论文信息 - Structured prediction via output space search - 字舞流文

Structured prediction via output space search

We consider a framework for structured prediction based on search in the space of complete structured outputs. Given a structured input, an output is produced by running a time-bounded search procedure guided by a learned cost function, and then returning the least cost output uncovered during the search. This framework can be instantiated for a wide range of search spaces and search procedures, and easily incorporates arbitrary structured-prediction loss functions. In this paper, we make two main technical contributions. First, we describe a novel approach to automatically defining an effective search space over structured outputs, which is able to leverage the availability of powerful classification learning algorithms. In particular, we define the limited-discrepancy search space and relate the quality of that space to the quality of learned classifiers. We also define a sparse version of the search space to improve the effciency of our overall approach.

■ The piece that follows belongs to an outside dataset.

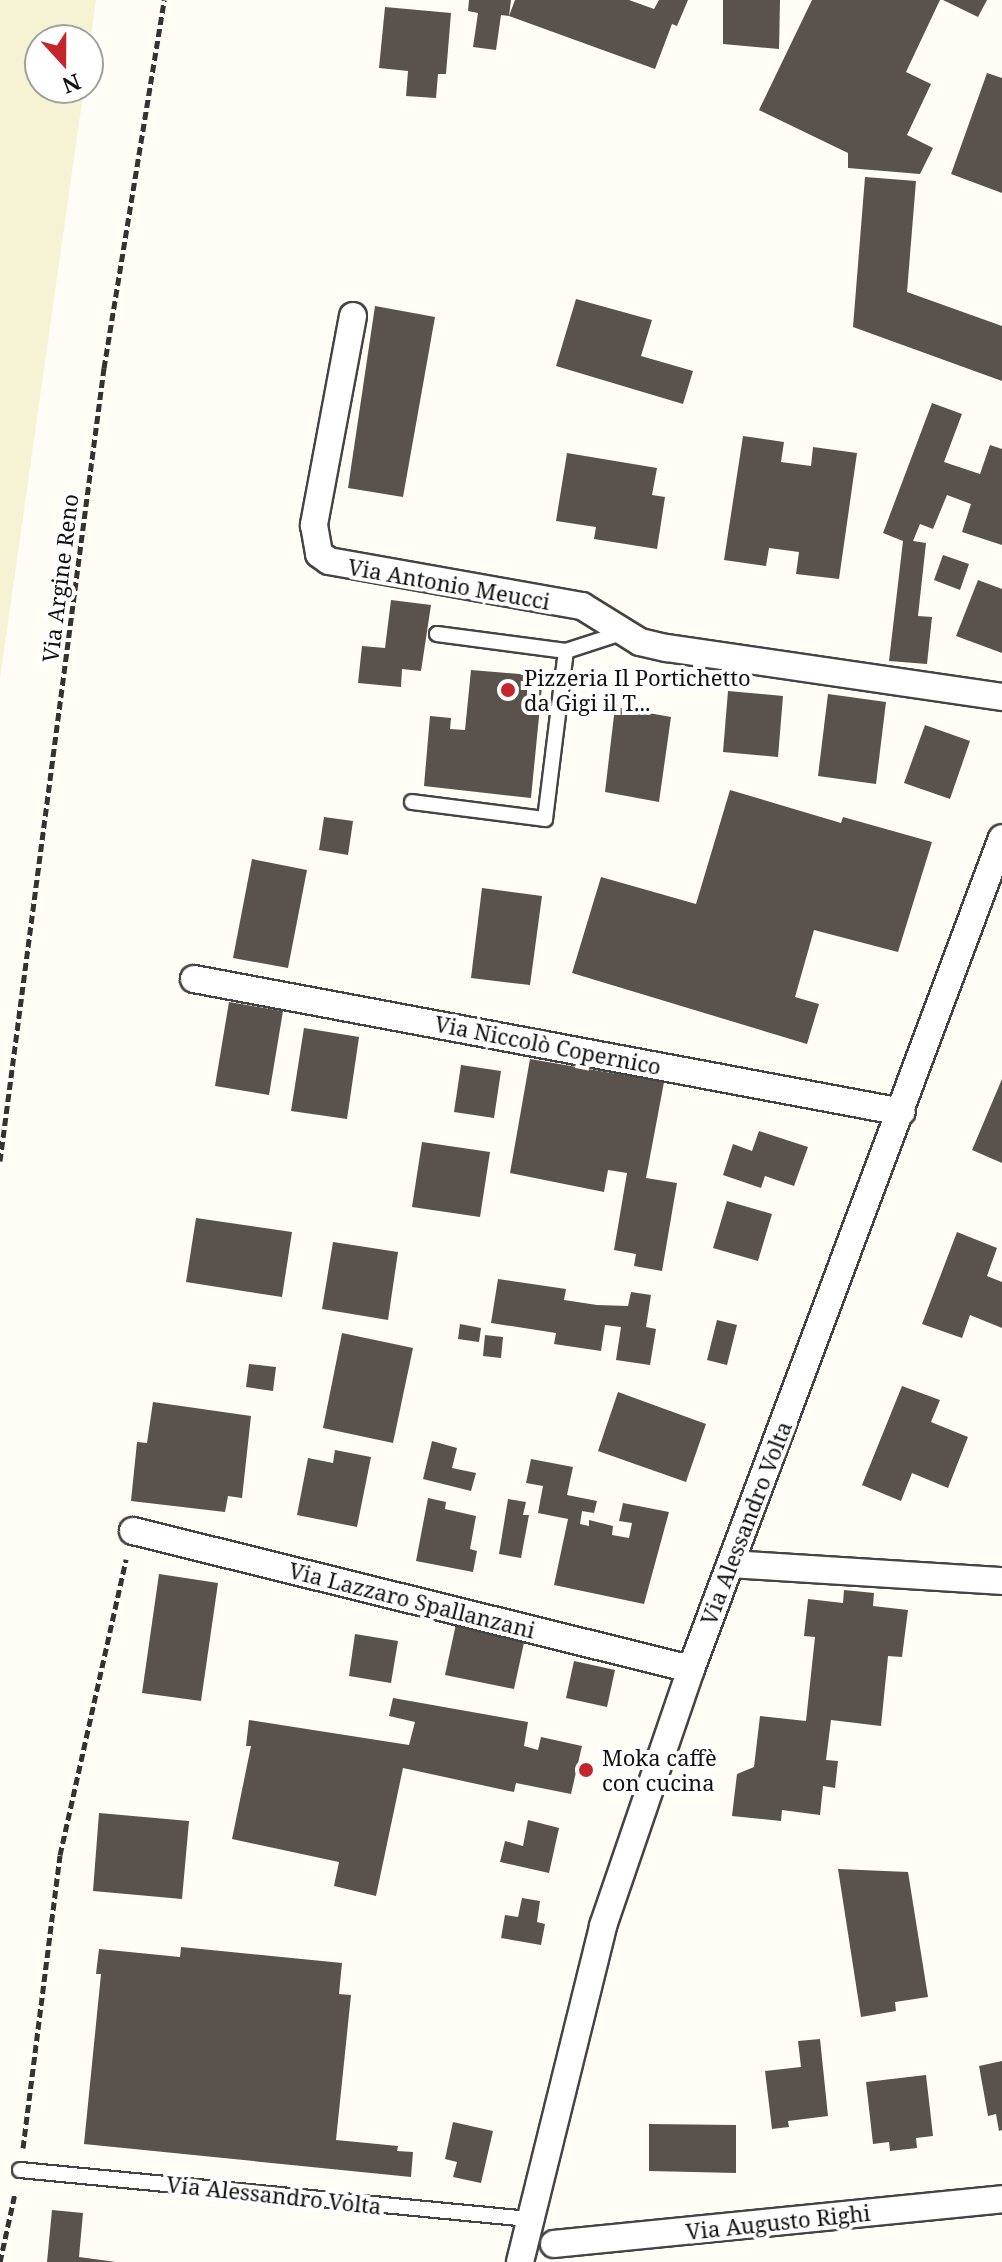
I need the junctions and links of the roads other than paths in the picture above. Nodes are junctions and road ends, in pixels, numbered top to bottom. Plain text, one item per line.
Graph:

Second, we give a generic cost function learning approach that is applicable to a wide range of search procedures. The key idea is to learn a cost function that attempts to mimic the behavior of conducting searches guided by the true loss function. Our experiments on six benchmark domains show that a small amount of search in limited discrepancy search space is often sufficient for significantly improving on state-of-the-art structured-prediction performance. We also demonstrate significant speed improvements for our approach using sparse search spaces with little or no loss in accuracy.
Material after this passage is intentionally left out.